# Workshop Lighting, mixing warm and cool?



## Mike Watkins (26 Jan 2021)

Hi all. I currently have five 1.5m fluorescent tube lights in my workshop (4m x 8m) and I want to put one of these over my workbench for extra and brighter light. However, my dilemma is do I go for a warm light that matches the tubes, or do I go for the brighter (I think it’s brighter but I maybe wrong?) cool light? Has anyone done this and is mixing the warm and cool a good idea? Help!


----------



## bp122 (26 Jan 2021)

Cool light is actually harsher on your eyes, especially if you are flooding your workbench with it. Cool light is bluer, which is actually bad for your eyes. That is why modern smart phones have a blue light filter for when it is dark so your eyes aren't as strained.

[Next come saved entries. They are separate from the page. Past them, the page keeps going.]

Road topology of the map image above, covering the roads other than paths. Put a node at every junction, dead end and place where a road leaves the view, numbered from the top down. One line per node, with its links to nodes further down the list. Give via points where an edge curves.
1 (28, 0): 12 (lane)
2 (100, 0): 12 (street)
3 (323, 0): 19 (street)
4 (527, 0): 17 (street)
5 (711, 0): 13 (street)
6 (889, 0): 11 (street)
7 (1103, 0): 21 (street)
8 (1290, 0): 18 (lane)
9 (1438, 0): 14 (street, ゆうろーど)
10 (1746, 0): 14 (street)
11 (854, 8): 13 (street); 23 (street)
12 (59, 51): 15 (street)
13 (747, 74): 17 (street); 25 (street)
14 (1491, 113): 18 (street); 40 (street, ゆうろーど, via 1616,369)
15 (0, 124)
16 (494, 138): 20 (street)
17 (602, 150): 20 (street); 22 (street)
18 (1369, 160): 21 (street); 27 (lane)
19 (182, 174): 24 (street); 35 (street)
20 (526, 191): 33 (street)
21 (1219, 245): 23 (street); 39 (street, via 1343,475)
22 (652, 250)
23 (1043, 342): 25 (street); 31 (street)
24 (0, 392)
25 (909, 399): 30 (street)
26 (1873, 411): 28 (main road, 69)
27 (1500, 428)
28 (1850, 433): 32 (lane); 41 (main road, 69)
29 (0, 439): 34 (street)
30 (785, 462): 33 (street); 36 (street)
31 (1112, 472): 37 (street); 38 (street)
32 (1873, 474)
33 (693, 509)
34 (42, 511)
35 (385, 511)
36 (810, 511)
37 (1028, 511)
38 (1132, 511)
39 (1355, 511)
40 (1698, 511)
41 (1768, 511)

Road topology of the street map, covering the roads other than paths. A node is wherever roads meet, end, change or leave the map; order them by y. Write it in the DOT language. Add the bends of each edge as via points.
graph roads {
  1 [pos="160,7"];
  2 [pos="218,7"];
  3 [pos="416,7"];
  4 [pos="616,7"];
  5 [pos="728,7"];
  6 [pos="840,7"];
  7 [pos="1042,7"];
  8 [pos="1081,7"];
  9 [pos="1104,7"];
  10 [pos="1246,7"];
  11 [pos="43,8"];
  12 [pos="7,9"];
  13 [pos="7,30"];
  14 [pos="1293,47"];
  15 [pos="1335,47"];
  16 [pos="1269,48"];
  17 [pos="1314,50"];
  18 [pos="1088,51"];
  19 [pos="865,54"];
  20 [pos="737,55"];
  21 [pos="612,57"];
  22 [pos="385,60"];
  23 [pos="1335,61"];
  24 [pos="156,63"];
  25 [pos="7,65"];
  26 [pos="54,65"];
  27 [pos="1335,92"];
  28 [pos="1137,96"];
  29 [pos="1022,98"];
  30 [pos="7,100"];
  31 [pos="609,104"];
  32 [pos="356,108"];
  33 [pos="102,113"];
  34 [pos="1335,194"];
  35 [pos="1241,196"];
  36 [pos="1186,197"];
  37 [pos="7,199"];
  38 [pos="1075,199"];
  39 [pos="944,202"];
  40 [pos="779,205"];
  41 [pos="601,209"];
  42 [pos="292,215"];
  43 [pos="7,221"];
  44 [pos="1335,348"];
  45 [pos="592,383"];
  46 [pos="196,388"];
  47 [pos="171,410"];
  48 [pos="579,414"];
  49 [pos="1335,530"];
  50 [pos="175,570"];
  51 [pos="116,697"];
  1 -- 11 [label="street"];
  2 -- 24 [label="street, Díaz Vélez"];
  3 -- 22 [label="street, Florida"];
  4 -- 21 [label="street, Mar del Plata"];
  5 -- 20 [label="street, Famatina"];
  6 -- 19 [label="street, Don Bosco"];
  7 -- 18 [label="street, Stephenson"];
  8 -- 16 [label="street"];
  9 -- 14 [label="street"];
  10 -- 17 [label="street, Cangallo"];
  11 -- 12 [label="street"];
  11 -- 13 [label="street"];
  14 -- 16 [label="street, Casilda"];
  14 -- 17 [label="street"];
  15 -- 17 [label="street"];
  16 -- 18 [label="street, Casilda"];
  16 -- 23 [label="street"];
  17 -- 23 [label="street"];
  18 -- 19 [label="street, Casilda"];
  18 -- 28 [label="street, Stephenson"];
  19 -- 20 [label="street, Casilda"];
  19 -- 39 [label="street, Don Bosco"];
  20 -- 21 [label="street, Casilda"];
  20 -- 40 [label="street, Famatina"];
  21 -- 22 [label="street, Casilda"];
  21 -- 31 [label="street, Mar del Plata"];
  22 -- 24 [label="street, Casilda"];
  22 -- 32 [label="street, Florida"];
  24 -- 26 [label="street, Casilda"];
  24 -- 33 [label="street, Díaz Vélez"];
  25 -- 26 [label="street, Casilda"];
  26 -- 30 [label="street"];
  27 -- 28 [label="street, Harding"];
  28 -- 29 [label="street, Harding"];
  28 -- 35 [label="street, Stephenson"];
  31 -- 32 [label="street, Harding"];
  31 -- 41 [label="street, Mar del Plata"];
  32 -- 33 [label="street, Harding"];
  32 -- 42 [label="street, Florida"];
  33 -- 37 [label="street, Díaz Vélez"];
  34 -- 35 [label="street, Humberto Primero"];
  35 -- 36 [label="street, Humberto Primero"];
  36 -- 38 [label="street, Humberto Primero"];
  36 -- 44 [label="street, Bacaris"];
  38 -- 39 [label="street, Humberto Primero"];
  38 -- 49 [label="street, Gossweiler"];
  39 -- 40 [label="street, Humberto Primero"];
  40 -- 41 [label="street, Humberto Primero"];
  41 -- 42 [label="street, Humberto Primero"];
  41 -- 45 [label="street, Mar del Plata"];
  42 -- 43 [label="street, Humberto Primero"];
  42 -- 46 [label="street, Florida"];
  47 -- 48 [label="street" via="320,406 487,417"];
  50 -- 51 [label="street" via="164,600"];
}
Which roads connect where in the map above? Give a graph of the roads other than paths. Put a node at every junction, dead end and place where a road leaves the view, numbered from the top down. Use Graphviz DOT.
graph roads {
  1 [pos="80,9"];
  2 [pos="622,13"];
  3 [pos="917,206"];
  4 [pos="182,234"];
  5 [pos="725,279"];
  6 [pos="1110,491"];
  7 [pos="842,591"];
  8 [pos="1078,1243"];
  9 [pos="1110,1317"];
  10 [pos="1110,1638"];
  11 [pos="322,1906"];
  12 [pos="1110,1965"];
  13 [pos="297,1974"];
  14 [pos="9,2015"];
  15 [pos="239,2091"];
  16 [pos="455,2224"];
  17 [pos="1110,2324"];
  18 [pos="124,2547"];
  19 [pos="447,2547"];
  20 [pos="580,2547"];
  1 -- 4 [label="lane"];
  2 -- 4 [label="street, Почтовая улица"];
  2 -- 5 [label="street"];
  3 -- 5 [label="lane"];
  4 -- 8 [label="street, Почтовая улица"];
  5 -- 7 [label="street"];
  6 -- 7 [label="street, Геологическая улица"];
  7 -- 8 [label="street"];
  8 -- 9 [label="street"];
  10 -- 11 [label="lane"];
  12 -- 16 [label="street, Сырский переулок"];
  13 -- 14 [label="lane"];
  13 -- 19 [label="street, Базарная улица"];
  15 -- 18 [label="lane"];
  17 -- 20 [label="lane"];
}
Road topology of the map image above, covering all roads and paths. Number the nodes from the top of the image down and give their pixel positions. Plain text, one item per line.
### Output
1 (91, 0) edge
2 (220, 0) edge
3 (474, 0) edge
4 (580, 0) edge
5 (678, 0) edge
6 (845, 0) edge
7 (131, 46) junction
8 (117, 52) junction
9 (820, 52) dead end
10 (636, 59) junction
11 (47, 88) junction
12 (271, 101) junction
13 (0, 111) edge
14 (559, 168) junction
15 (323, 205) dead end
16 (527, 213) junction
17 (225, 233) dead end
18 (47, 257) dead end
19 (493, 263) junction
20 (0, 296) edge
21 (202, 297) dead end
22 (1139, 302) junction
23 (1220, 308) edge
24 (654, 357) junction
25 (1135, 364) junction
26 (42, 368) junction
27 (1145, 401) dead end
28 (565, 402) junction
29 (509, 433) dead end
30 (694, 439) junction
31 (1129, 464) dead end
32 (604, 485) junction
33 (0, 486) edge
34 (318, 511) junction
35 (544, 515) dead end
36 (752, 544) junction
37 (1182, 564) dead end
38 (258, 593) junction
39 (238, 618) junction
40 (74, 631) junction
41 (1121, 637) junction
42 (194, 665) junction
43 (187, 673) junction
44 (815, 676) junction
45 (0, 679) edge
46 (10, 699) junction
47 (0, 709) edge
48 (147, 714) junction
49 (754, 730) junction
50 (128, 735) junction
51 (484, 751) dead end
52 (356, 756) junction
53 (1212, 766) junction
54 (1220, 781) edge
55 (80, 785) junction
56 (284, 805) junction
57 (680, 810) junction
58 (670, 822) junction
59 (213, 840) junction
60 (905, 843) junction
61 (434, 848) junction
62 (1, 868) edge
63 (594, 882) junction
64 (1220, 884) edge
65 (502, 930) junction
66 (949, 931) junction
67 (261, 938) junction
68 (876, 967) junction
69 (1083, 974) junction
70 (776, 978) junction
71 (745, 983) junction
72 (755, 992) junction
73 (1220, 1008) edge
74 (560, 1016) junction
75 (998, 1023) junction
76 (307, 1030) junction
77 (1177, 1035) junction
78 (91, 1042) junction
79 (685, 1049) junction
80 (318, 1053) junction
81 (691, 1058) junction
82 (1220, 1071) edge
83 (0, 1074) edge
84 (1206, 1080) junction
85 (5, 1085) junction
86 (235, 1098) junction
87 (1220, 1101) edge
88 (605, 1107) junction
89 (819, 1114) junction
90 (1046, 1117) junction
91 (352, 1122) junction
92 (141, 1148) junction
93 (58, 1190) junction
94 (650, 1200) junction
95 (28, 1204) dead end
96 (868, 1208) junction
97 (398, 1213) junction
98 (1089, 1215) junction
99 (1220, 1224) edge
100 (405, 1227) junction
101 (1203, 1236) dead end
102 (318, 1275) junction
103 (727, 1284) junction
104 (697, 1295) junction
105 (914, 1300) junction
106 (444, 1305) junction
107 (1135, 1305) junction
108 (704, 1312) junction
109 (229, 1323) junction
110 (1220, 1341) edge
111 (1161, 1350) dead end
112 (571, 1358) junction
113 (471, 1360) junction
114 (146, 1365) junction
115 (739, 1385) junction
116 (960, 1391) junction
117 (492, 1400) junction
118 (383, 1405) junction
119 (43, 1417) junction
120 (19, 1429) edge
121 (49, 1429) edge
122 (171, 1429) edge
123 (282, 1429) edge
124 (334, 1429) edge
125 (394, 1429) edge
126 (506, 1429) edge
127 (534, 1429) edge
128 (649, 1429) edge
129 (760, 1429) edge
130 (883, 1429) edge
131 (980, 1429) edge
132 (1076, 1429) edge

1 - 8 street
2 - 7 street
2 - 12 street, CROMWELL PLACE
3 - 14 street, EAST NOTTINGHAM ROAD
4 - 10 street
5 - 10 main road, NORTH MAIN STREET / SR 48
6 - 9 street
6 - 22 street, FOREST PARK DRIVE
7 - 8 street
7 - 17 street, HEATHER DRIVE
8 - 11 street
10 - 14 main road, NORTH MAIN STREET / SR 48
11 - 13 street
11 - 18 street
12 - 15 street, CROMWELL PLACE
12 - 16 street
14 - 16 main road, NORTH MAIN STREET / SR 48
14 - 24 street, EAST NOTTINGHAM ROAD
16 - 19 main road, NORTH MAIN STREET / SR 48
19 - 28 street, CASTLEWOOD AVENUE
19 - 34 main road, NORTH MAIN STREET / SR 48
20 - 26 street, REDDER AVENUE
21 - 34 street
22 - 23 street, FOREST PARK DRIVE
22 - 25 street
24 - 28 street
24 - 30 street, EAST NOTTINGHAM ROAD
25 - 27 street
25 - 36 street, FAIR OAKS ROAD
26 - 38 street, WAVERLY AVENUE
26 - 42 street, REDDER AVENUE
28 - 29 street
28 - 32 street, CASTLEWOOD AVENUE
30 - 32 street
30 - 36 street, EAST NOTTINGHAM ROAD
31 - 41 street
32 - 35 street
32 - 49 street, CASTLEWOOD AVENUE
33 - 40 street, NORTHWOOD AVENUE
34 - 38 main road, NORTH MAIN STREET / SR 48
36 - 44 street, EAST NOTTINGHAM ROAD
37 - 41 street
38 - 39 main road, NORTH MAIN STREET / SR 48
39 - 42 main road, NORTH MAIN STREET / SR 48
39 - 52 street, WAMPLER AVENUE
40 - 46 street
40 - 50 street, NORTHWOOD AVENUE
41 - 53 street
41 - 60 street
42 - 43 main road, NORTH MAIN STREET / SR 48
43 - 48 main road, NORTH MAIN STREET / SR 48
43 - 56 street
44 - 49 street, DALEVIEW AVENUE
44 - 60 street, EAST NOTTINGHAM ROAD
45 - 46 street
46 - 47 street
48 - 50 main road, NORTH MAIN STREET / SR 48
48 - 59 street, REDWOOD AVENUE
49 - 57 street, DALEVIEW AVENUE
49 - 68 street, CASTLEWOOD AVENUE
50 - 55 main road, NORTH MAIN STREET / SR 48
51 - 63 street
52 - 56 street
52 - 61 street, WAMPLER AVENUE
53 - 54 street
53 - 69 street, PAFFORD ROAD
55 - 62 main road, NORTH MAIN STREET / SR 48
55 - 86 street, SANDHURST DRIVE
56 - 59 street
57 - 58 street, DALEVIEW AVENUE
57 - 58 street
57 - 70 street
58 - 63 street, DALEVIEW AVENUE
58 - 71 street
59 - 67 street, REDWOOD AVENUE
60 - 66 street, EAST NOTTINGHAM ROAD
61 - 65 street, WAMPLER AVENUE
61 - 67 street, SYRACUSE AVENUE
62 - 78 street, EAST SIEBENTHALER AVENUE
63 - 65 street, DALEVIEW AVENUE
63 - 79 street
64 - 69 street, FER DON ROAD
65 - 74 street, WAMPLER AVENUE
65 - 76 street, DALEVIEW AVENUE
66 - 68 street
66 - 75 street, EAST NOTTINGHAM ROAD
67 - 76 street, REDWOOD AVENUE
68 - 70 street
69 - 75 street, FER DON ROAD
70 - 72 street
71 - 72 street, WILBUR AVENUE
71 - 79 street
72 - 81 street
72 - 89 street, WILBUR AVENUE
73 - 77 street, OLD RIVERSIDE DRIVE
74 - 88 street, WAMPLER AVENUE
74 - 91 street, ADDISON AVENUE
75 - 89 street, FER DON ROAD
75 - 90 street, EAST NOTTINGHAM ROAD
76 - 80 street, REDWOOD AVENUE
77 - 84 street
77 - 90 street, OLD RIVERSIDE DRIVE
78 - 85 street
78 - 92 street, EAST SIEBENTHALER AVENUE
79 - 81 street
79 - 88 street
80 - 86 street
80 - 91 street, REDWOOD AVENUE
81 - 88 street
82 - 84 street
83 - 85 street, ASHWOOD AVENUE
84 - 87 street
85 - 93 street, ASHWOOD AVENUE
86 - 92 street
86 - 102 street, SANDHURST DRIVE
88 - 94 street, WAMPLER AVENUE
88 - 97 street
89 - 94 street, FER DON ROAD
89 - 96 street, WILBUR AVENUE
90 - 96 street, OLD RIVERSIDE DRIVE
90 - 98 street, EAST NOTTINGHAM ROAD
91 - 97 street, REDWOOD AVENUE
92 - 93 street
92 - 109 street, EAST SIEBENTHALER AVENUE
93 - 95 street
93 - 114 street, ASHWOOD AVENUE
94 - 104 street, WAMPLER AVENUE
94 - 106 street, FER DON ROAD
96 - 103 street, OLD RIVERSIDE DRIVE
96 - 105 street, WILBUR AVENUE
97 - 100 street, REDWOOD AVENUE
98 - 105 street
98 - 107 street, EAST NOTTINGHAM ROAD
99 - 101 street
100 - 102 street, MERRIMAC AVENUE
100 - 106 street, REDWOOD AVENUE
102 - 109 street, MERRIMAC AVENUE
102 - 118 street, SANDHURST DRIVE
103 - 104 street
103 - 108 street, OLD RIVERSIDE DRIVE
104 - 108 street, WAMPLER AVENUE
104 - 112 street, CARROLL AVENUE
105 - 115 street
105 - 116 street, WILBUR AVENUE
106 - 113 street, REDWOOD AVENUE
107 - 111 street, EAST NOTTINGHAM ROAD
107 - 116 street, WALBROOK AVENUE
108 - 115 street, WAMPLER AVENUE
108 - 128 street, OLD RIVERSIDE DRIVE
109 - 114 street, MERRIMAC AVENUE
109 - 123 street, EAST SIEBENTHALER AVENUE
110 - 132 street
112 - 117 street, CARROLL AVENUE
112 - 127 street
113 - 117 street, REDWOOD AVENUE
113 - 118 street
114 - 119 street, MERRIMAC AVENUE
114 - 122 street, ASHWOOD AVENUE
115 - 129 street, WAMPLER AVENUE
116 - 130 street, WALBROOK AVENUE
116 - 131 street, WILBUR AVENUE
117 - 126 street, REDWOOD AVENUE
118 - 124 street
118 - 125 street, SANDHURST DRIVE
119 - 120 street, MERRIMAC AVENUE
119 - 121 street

Neutral or warm is nicer. And the colour rendition of wood or paint or anything is truer. 

At the very least, it is a personal preference for me.


----------



## Mike Watkins (26 Jan 2021)

bp122 said:


> Cool light is actually harsher on your eyes, especially if you are flooding your workbench with it. Cool light is bluer, which is actually bad for your eyes. That is why modern smart phones have a blue light filter for when it is dark so your eyes aren't as strained.
> 
> Neutral or warm is nicer. And the colour rendition of wood or paint or anything is truer.
> 
> At the very least, it is a personal preference for me.


Thanks for that, I hadn’t thought about it from a rendition of wood or coating colour point of view. So warm would be better for a woodworking shop?


----------



## bp122 (26 Jan 2021)

Mike Watkins said:


> Thanks for that, I hadn’t thought about it from a rendition of wood or coating colour point of view. So warm would be better for a woodworking shop?


Not a yellow one of course, but warmer is better. Neutral is best, but difficult to judge from the pictures of online advert listings. 

I bought those 60cm square office led panels (two from eBay which are neutral, and four from Amazon which are warm) and I prefer the neutral ones in my workshop and I have put the warm ones in the loft. 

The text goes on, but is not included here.